Xiaomi unveiled three Redmi K40 phones earlier this week. Or did it? If you look at just the screen and camera, there’s only one phone. If you look at the chipset, there are two phones. And if you look at the cameras, there are three phones.
That may sound like a magic trick, but a quick run through the specs should clear things up.
All three K40 phones use the same 6.67” Super AMOLED display (an E4 panel). It impresses with 360Hz touch sampling rate (one of the fastest we’ve seen yet) and 120Hz refresh rate (not the fastest, but still cool).
And it boasts HDR10+ and 1,300 nits peak brightness along with a perfect A+ score from Display Mate. The 1080p+ resolution and relatively old Gorilla Glass 5 are not as impressive, but are those deal breakers for you?
All three models use the same 4,520 mAh battery, which can be fully charged using the supplied 33W charger in 52 minutes. That’s pretty fast, almost as fast as some 65W chargers based on Xiaomi’s testing.
Now things start to diverge. The two Pro versions are powered by the Snapdragon 888 chipset, the vanilla K40 gets the Snapdragon 870 (an overclocked 865).

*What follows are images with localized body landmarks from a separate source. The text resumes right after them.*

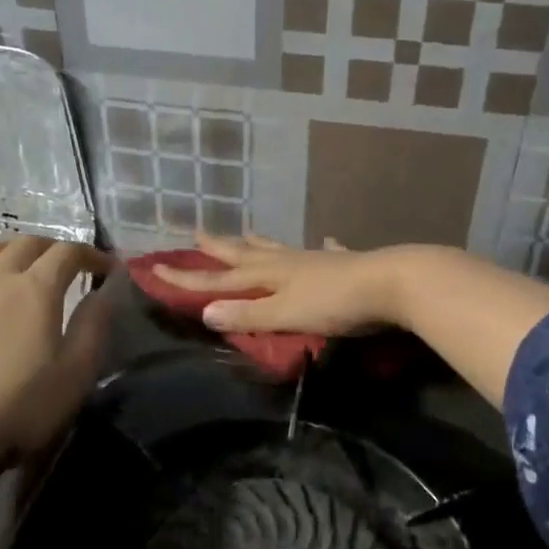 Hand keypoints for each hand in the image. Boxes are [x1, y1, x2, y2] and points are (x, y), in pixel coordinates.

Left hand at [0, 235, 112, 491]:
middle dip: (52, 247)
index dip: (92, 254)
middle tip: (67, 265)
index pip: (68, 252)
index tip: (108, 269)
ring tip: (19, 268)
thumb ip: (93, 327)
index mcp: (36, 289)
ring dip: (9, 251)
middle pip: (26, 244)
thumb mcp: (75, 374)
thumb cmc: (16, 407)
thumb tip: (104, 292)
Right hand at [150, 233, 410, 336]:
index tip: (155, 269)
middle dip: (219, 248)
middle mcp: (287, 261)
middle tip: (198, 233)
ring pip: (279, 248)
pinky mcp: (344, 263)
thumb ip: (248, 315)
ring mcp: (316, 259)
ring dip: (259, 243)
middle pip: (245, 254)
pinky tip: (328, 240)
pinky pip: (326, 251)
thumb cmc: (335, 303)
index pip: (218, 280)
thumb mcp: (285, 314)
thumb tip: (204, 312)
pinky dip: (322, 246)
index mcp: (269, 275)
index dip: (187, 278)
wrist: (392, 283)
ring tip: (246, 233) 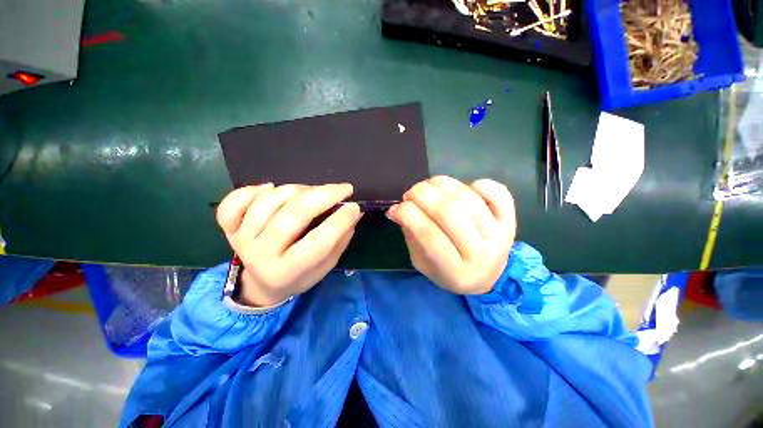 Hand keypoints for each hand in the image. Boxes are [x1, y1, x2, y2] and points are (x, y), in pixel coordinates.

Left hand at [216, 183, 361, 306]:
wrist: (262, 285)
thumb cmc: (300, 276)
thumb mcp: (326, 266)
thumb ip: (340, 240)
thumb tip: (355, 212)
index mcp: (288, 272)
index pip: (318, 243)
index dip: (339, 221)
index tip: (355, 206)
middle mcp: (261, 255)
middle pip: (291, 217)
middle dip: (323, 196)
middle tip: (343, 189)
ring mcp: (242, 240)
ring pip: (267, 203)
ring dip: (297, 190)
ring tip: (312, 191)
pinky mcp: (230, 229)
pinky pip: (234, 202)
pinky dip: (253, 189)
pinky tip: (270, 188)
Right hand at [386, 176, 515, 294]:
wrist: (486, 277)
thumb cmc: (447, 271)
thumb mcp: (422, 262)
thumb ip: (411, 235)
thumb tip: (398, 208)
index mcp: (455, 271)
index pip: (428, 234)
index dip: (408, 214)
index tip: (395, 208)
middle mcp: (481, 254)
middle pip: (449, 212)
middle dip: (422, 194)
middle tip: (410, 194)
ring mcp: (500, 235)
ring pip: (468, 198)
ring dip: (442, 185)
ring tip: (429, 187)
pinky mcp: (511, 220)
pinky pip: (498, 192)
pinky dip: (478, 184)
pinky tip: (463, 189) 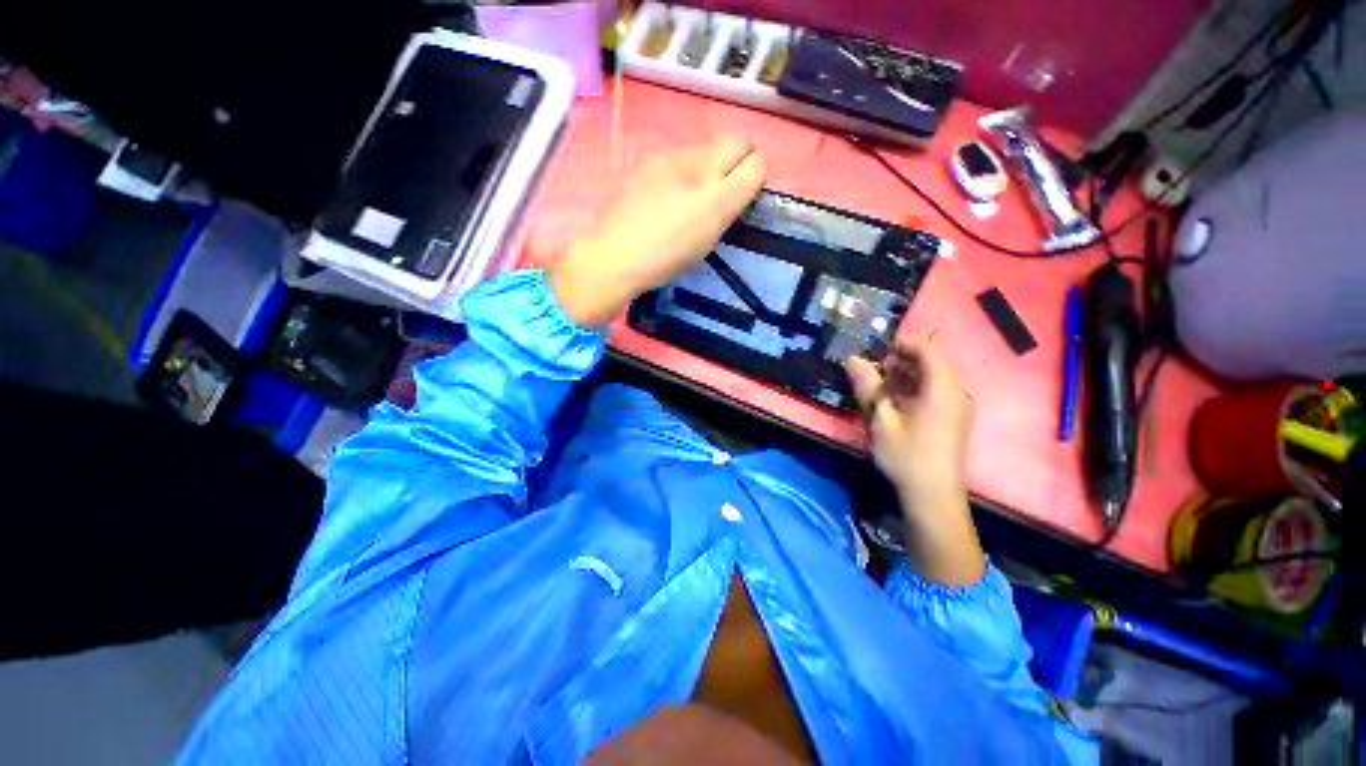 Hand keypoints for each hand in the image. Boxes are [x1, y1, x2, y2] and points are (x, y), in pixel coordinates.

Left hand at [549, 135, 765, 327]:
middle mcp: (681, 155)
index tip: (746, 196)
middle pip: (720, 147)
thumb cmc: (669, 244)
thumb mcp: (717, 215)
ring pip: (697, 159)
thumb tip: (753, 165)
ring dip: (704, 175)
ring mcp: (655, 165)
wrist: (610, 259)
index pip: (742, 145)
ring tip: (692, 210)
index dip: (752, 168)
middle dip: (730, 167)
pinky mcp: (636, 178)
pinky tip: (667, 211)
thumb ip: (744, 182)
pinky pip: (672, 171)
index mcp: (704, 163)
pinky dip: (679, 184)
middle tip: (724, 202)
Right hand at [846, 338, 983, 586]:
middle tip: (878, 373)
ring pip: (936, 379)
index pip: (926, 347)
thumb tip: (853, 359)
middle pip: (933, 362)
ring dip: (911, 378)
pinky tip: (901, 408)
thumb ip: (869, 387)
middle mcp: (957, 390)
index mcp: (943, 385)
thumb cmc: (908, 458)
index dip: (902, 344)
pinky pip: (941, 394)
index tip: (878, 352)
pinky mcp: (958, 422)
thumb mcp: (882, 422)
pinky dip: (921, 392)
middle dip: (904, 362)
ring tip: (885, 391)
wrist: (935, 499)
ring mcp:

Where the Redmi K40 Pro+ really shines is the 108MP main camera, a 1/1.52” Samsung HM2 sensor with 9-in-1 binning for 2.1 µm pixels. The K40 Pro is in the middle with a 64MP 1/1.7” sensor with 1.6µm pixels after 4-in-1 binning. The vanilla K40 is at the bottom with a 48MP sensor.
The remaining camera modules are the same, including the 8MP 119º ultrawide cam, 5MP telephoto macro and a 5MP selfie camera. Yes, the three are very similar, so it all comes down to the chipset and main camera.
And price, of course, here’s how much each phone will cost. They will be available in China from March 4 and they might go global under the Poco brand.
|6/128 GB||8/128 GB||8/256 GB||12/256 GB|
|Redmi K40 Pro+||–||–||–||CNY 3,700|
|Redmi K40 Pro||CNY 2,800||CNY 3,000||CNY 3,300||–|
|Redmi K40||CNY 2,000||CNY 2,200||CNY 2,500||CNY 2,500*|
|* special edition (pre-order only)|
Let’s have a quick glance at the potential competition. If you’re looking for a Snapdragon 888 and a 108MP camera, most of the alternatives are either Xiaomis or high end Samsung phones.
The Mi 11 (CNY 4,000 for 8/128 GB), for example, boasts a higher resolution 1440p+ display and slightly faster charging – 55W fill the 4,600 mAh battery in 45 minutes. Not a huge difference with K40’s 33W charger, is it? The upcoming Realme GT (March 4) is said to bring a Snapdragon 888 chipset at a CNY 3,000 price point, so that may provide stiffer competition.
What if you’re willing to settle for a lower resolution main camera? Well, then you’ll find that most devices under $600/€500 use Snapdragon 700-series chips and their screens usually top out at 90Hz.
Something like the Realme X7 Pro (CNY 2,200 for 6/128 GB) might split the difference between the K40 and K40 Pro. It has a 120Hz display and 64MP camera, plus its 65W charger is measurably faster (35 minutes to 100%). However, the Dimensity 1000+ is not on the same level as even the Snapdragon 870, let alone the 888.
The Moto Edge S is another option. This one has a Snapdragon 870, but the display refresh rate falls to 90 Hz (and it’s an LCD). Still, not bad for a CNY 2,000 phone (6/128 GB).
With no 1440p+ displays, telephoto cameras or mmWave 5G, the K40 trio are not flagships. But they cost half as much as a flagship (or even less). Looking at the premium mid-range segment, the K40 doesn’t have a lot of competition. Did Xiaomi win the segment or do you have better options in mind?